(Items from a data source)
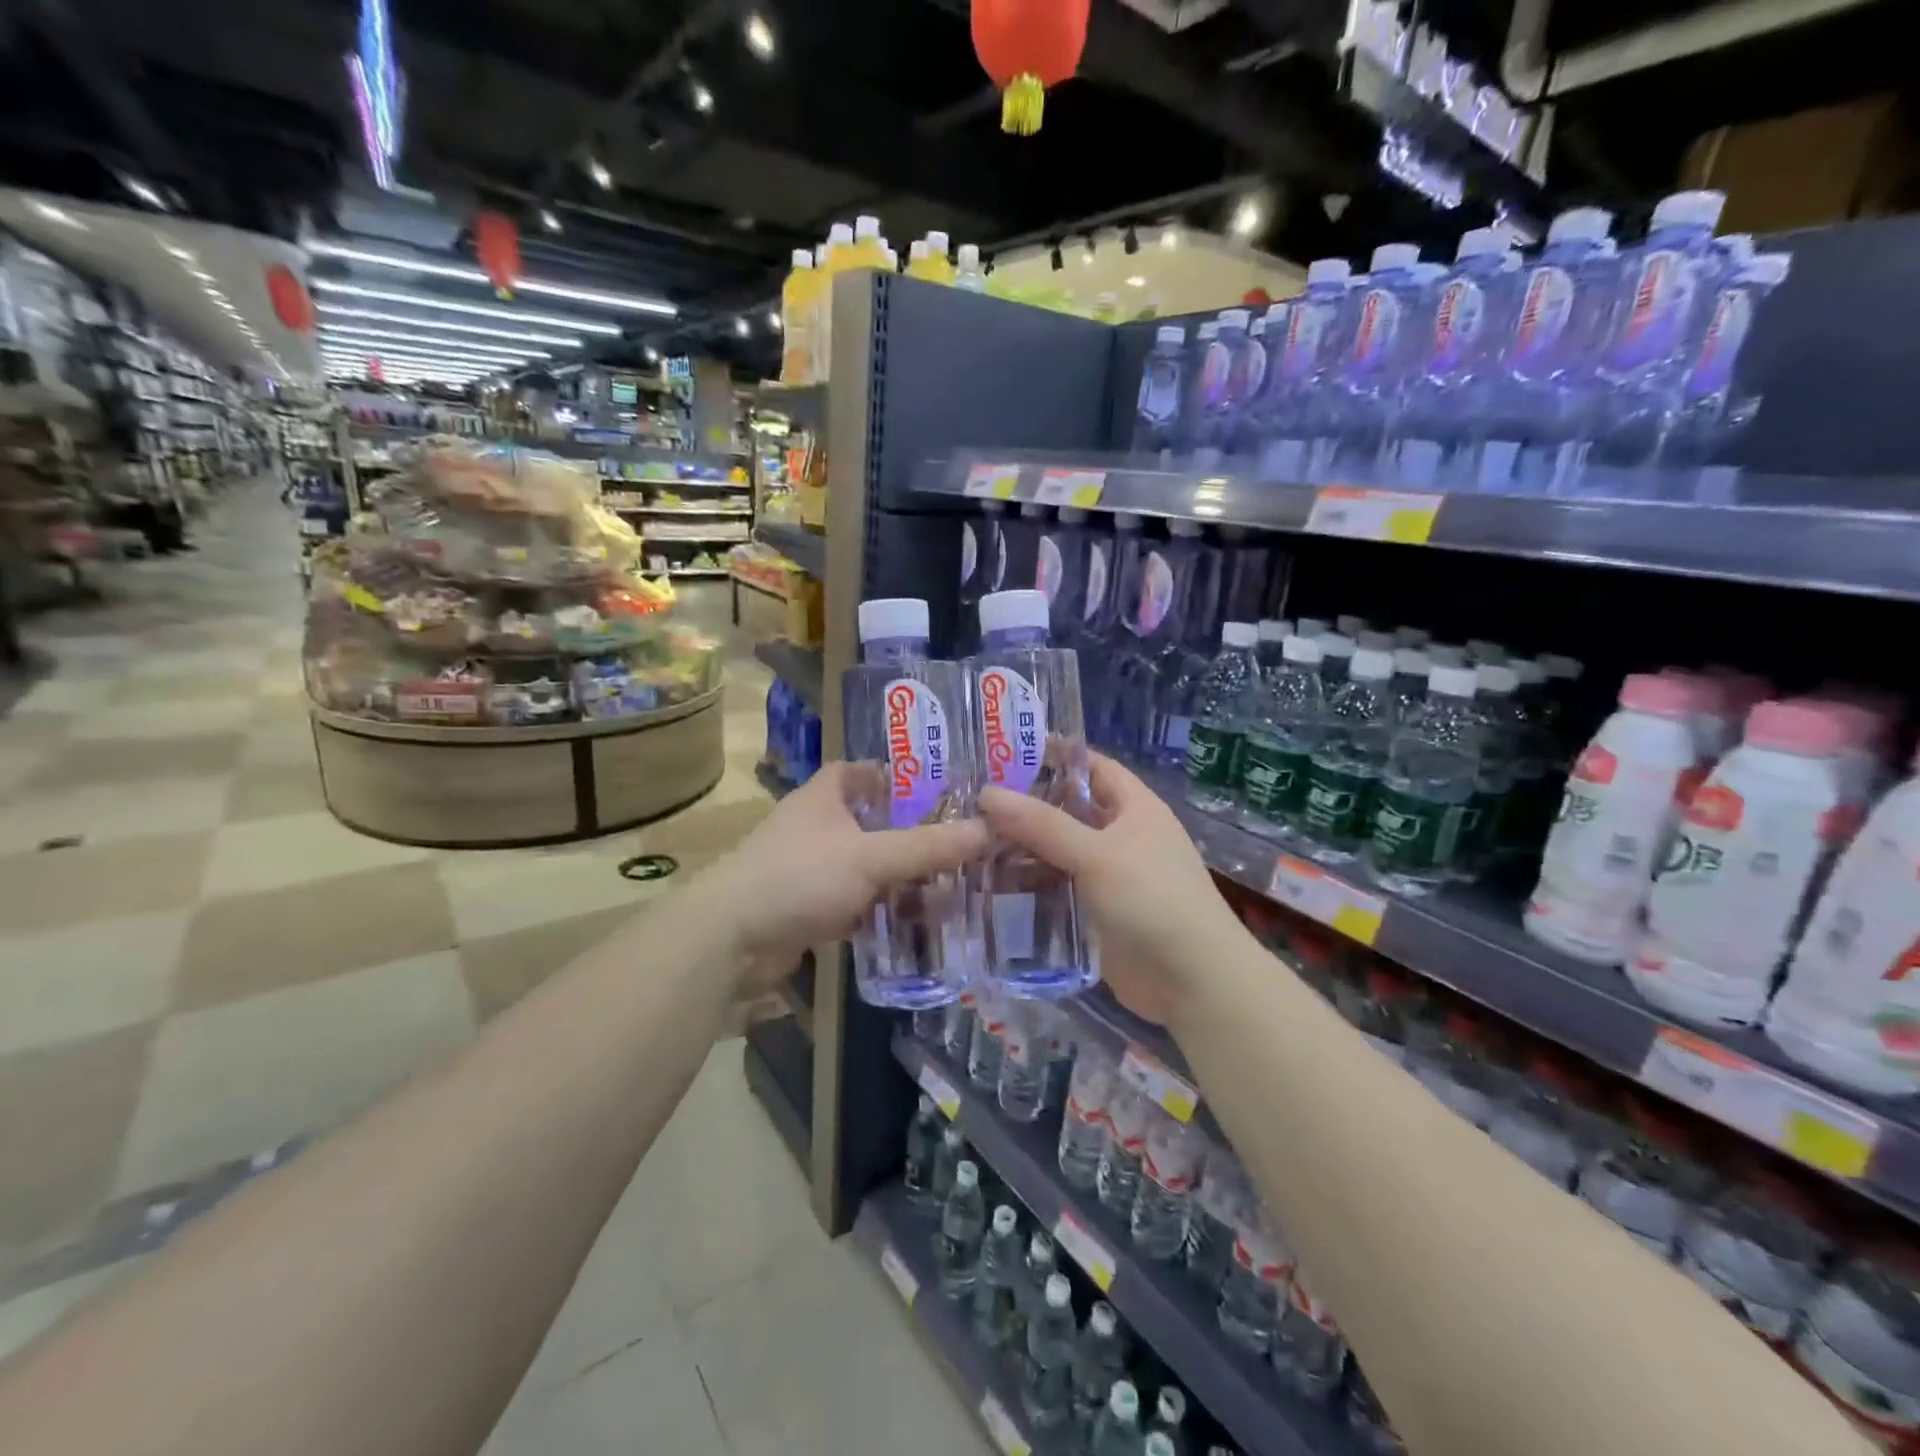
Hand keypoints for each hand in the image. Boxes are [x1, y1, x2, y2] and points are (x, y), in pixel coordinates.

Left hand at [699, 762, 990, 995]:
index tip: (941, 790)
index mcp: (826, 796)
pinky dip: (884, 910)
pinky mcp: (810, 909)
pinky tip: (920, 924)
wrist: (731, 939)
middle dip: (915, 836)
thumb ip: (928, 846)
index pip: (864, 771)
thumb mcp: (871, 856)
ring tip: (954, 889)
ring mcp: (813, 869)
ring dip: (904, 879)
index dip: (899, 777)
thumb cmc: (799, 875)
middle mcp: (818, 827)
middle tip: (963, 846)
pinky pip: (859, 903)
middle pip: (875, 823)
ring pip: (870, 867)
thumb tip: (988, 829)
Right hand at [980, 753, 1245, 1023]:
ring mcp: (1109, 874)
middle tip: (972, 799)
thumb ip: (1042, 825)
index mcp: (1134, 807)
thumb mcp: (1097, 854)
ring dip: (1023, 846)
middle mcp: (1121, 834)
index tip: (1005, 752)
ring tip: (970, 839)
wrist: (1192, 980)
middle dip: (1027, 804)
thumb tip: (988, 793)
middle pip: (1069, 808)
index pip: (1092, 766)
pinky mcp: (1097, 910)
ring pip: (1059, 849)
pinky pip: (1059, 886)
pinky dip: (1030, 882)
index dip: (1054, 755)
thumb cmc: (1152, 899)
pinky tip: (991, 881)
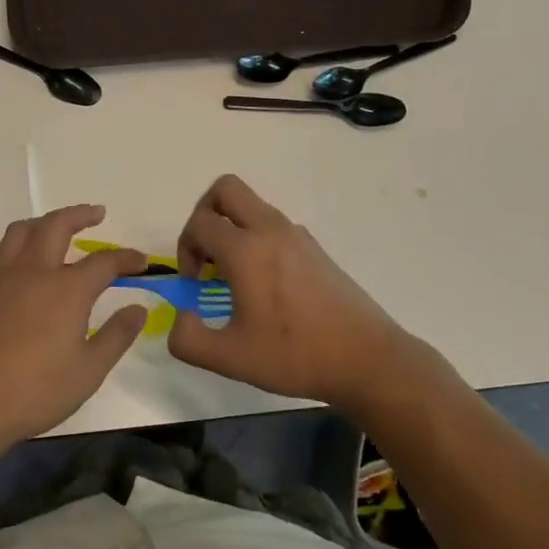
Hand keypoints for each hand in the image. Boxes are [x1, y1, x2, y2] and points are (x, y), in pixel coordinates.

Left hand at [0, 204, 148, 454]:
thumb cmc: (34, 391)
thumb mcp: (88, 371)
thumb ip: (117, 335)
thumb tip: (138, 308)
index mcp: (67, 289)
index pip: (104, 261)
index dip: (126, 258)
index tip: (141, 261)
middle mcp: (34, 270)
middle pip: (57, 225)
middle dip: (80, 214)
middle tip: (97, 213)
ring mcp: (0, 276)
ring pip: (21, 231)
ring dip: (43, 222)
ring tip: (55, 227)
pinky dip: (12, 246)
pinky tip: (15, 259)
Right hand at [167, 175, 437, 414]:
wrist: (367, 359)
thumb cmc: (295, 355)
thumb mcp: (229, 358)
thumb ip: (187, 339)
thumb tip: (181, 317)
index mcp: (246, 250)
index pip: (199, 223)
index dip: (185, 250)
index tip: (196, 285)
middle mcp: (270, 230)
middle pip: (225, 189)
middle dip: (204, 214)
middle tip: (206, 254)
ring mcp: (297, 235)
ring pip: (251, 206)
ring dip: (231, 228)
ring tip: (234, 276)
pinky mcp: (314, 248)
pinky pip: (273, 225)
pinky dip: (256, 239)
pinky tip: (265, 285)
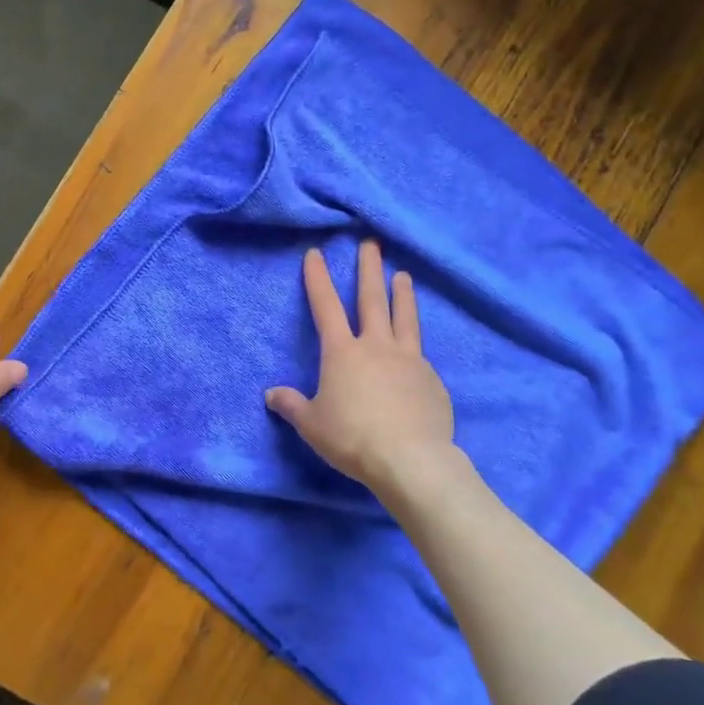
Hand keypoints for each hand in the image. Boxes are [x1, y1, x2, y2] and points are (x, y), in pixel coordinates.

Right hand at [266, 242, 474, 503]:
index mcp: (342, 352)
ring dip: (403, 294)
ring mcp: (409, 360)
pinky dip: (414, 346)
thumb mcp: (312, 424)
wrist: (410, 459)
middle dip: (368, 270)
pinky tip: (415, 354)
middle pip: (372, 299)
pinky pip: (420, 356)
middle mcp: (376, 347)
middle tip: (371, 244)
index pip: (325, 307)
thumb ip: (292, 406)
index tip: (316, 254)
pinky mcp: (432, 380)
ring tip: (403, 276)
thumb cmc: (352, 438)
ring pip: (405, 318)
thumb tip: (272, 394)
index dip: (318, 279)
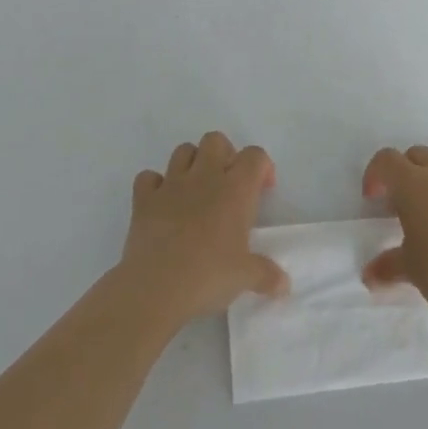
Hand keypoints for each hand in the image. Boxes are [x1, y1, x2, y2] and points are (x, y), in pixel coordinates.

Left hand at [119, 132, 287, 327]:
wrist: (156, 288)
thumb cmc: (208, 276)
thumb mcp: (245, 277)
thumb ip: (266, 275)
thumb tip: (284, 285)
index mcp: (235, 189)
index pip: (255, 156)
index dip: (262, 167)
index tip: (262, 190)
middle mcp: (204, 177)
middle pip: (216, 140)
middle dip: (224, 154)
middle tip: (228, 185)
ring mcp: (171, 184)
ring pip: (183, 150)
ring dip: (191, 164)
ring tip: (196, 192)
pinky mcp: (144, 199)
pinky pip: (148, 178)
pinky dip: (155, 185)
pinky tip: (161, 204)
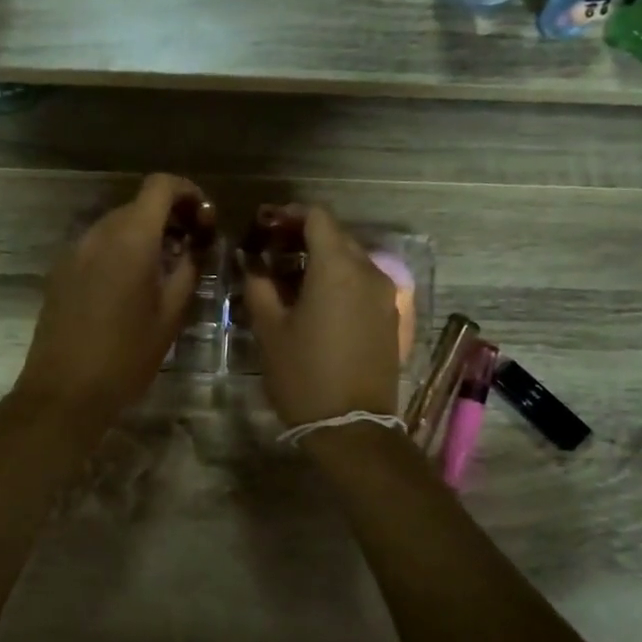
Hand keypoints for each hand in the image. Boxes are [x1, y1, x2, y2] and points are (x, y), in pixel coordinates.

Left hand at [12, 174, 203, 429]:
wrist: (64, 391)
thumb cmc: (126, 356)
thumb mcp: (170, 316)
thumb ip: (188, 270)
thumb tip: (197, 246)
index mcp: (131, 239)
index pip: (159, 185)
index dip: (187, 191)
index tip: (204, 218)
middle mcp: (98, 233)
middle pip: (138, 204)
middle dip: (169, 216)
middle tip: (192, 246)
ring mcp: (74, 251)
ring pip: (116, 225)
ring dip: (144, 234)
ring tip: (164, 268)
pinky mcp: (60, 271)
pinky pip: (96, 245)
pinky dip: (119, 250)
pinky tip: (130, 285)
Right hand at [239, 203, 399, 427]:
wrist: (352, 427)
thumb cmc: (304, 374)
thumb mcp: (269, 329)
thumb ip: (259, 285)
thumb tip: (252, 261)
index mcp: (338, 268)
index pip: (317, 217)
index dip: (288, 214)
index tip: (263, 226)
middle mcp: (369, 272)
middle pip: (336, 236)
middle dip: (302, 236)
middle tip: (269, 251)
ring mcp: (385, 295)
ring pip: (351, 260)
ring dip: (320, 259)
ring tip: (288, 278)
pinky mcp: (390, 317)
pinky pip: (362, 283)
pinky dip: (338, 280)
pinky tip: (314, 301)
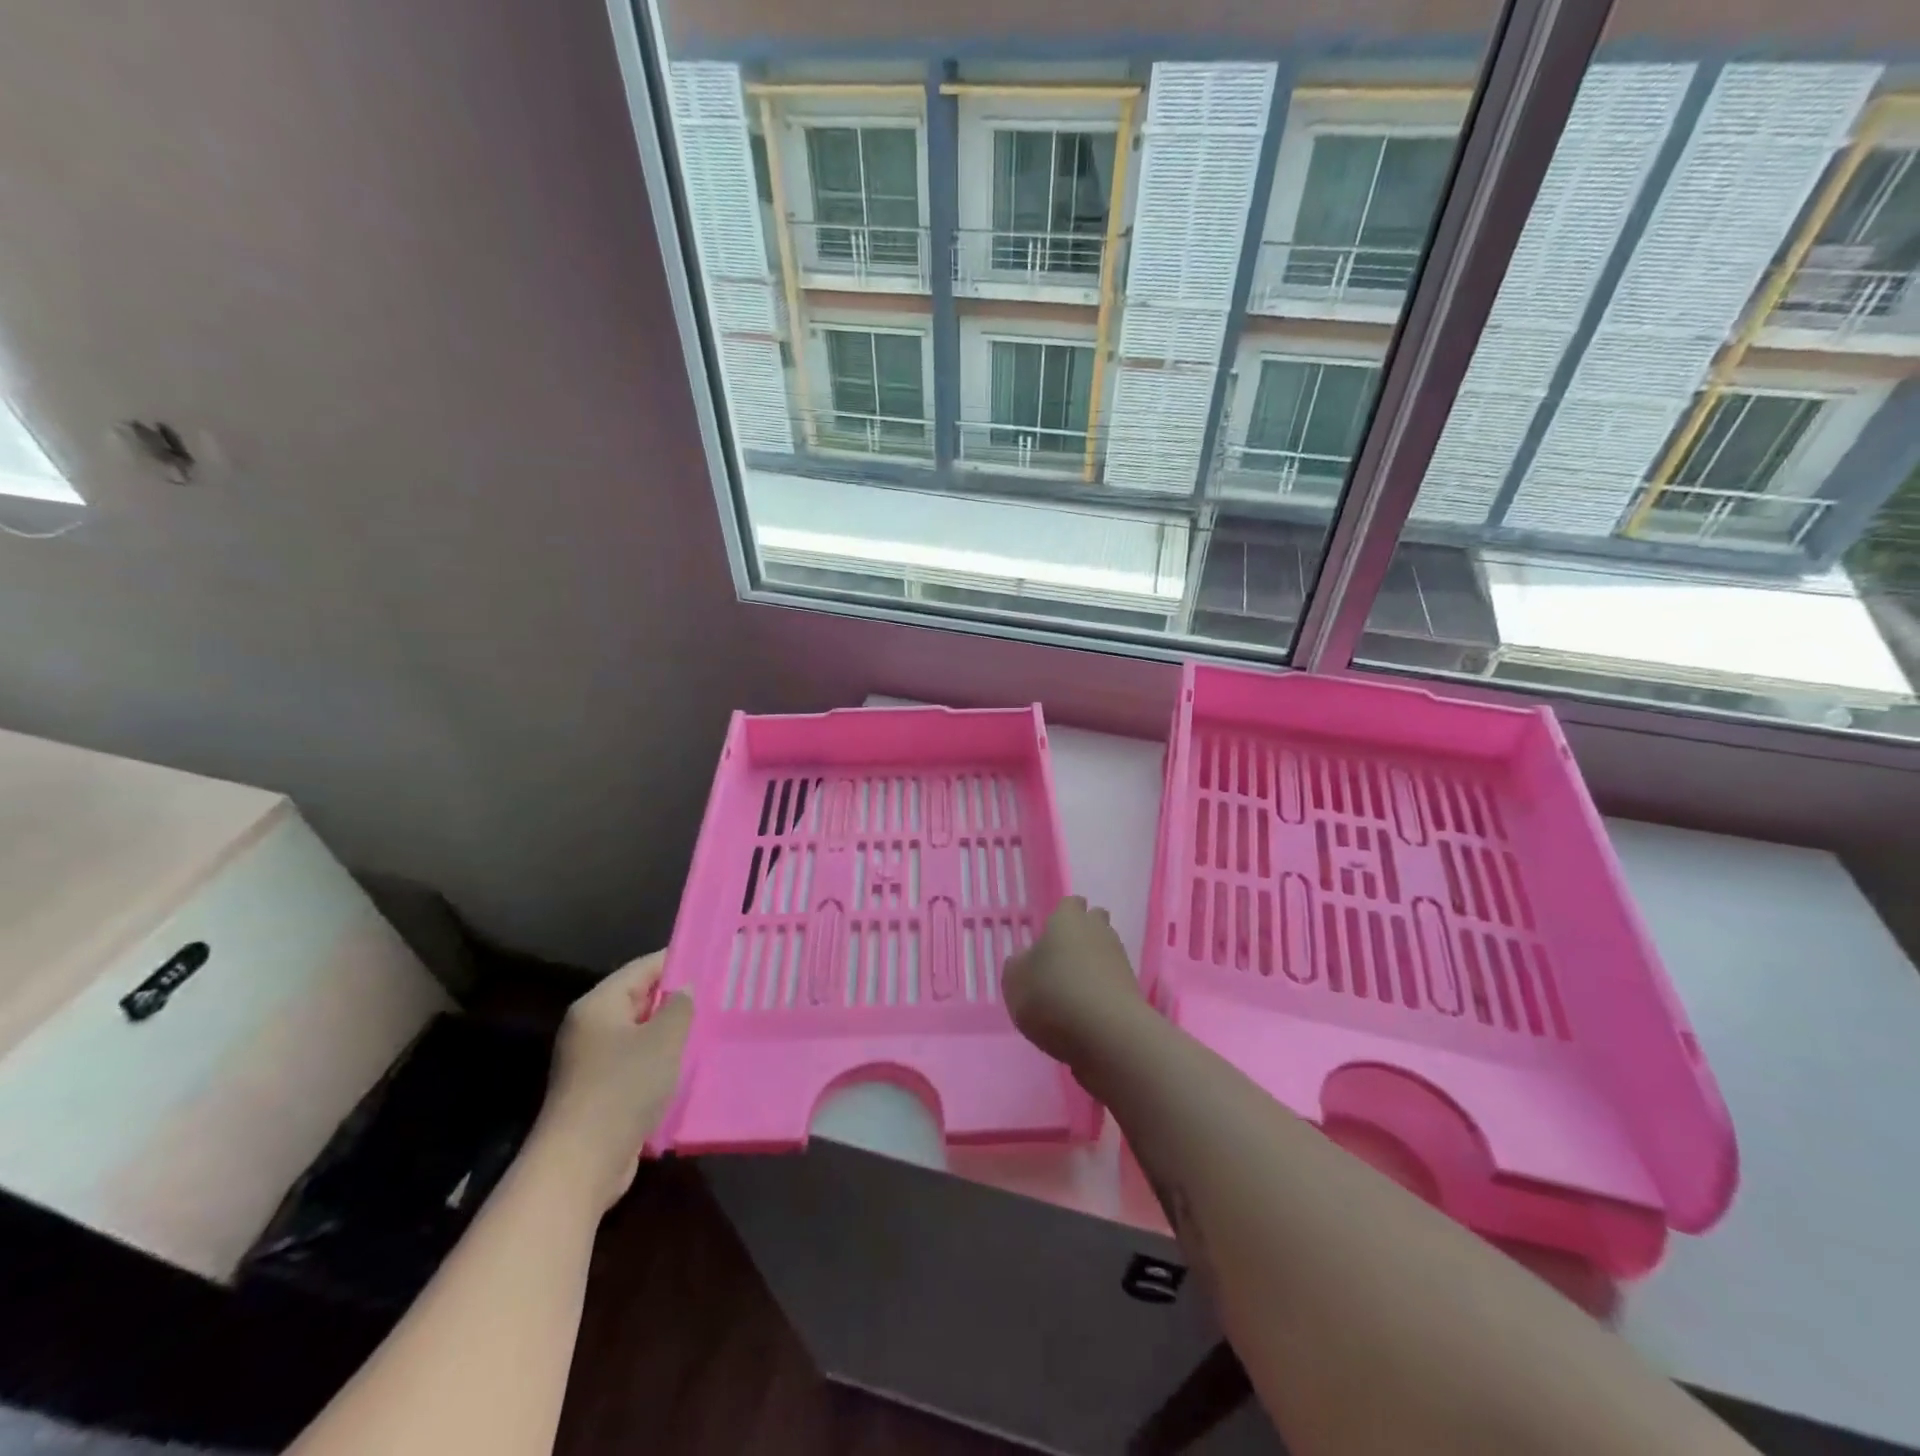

Work to complete: Copy out every line of the records that the string "Right" appears in.

Exercise solution:
Right hand at [980, 753, 1245, 1023]:
Right hand at [167, 175, 437, 414]:
Right hand at [266, 242, 474, 503]:
Right hand at [239, 203, 399, 427]:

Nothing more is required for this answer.